From the entries that follow, reproduce exactly and only the lines from the line with "ring tip: (327, 241)" to the line with "middle pip: (288, 259)", endpoints included.

## [Exercise inputs]

#####

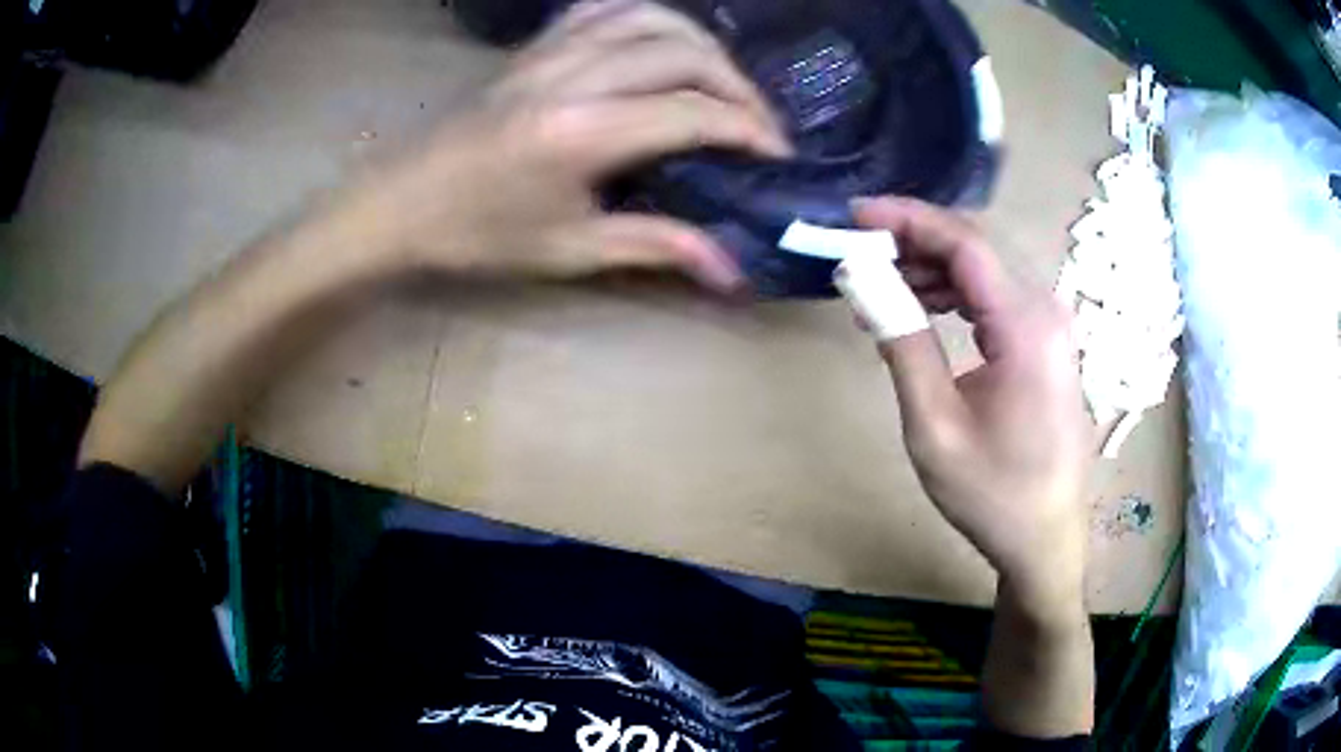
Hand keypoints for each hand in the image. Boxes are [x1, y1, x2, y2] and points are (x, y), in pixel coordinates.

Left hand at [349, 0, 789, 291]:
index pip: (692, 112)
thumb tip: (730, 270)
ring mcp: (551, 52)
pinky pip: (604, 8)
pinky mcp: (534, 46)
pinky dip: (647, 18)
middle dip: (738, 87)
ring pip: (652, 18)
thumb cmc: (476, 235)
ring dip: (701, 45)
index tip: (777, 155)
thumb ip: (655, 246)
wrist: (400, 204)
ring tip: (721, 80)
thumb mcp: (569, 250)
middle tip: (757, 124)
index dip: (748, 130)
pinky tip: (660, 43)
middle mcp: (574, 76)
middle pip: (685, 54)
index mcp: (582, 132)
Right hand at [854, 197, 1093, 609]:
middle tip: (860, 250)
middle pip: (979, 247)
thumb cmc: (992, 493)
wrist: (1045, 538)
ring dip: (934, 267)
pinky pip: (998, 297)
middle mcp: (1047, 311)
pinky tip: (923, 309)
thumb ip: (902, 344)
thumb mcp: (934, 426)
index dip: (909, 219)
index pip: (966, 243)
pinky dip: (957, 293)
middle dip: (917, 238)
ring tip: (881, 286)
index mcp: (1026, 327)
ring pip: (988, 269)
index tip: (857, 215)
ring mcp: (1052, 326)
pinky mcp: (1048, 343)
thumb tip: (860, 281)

#####

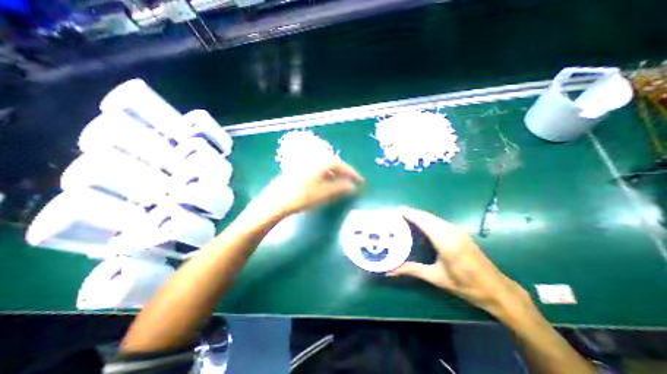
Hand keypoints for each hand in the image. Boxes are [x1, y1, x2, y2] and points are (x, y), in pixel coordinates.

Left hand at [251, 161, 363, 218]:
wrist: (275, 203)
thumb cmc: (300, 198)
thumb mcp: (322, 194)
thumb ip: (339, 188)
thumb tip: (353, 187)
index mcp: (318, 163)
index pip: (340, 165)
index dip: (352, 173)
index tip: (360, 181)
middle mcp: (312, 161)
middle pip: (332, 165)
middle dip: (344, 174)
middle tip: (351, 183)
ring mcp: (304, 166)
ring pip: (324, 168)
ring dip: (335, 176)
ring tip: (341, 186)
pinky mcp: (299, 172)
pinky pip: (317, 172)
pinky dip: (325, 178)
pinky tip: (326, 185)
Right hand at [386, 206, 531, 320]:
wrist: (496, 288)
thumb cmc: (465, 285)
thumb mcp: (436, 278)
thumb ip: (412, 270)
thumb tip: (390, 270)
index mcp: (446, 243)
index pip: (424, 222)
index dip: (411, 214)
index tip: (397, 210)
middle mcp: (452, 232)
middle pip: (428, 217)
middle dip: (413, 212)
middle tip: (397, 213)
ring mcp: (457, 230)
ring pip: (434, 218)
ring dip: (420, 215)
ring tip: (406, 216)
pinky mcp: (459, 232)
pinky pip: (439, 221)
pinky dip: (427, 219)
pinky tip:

#####

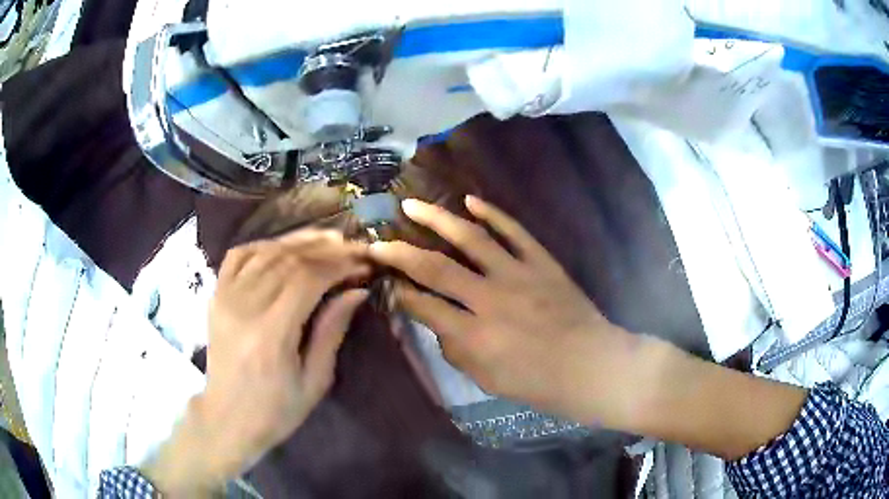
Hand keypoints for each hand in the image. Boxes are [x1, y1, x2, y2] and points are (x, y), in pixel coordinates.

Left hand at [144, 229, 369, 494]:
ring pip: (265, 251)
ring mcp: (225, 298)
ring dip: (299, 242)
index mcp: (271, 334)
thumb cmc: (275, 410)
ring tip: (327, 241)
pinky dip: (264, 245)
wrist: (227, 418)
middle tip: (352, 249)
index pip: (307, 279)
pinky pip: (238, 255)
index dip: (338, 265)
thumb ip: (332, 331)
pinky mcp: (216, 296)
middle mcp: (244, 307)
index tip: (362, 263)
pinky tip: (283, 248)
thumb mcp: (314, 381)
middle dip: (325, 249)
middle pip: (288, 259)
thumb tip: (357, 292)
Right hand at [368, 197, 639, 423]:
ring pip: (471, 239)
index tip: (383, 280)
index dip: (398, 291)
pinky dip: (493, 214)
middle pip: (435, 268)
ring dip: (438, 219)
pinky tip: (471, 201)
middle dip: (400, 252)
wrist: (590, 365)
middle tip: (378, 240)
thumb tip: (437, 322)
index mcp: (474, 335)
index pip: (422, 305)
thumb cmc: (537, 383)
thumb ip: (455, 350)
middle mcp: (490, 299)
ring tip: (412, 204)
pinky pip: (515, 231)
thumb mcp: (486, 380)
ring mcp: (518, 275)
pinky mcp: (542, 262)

#####

## [Answer box]
ring tip: (327, 241)
pinky dip: (264, 245)
wrist: (227, 418)
middle tip: (352, 249)
index pip: (307, 279)
pinky pip: (238, 255)
index dip: (338, 265)
thumb ip: (332, 331)
pinky mcp: (216, 296)
middle mcp: (244, 307)
index tip: (362, 263)
pinky tip: (283, 248)
thumb mcp: (314, 381)
middle dip: (325, 249)
middle pip: (288, 259)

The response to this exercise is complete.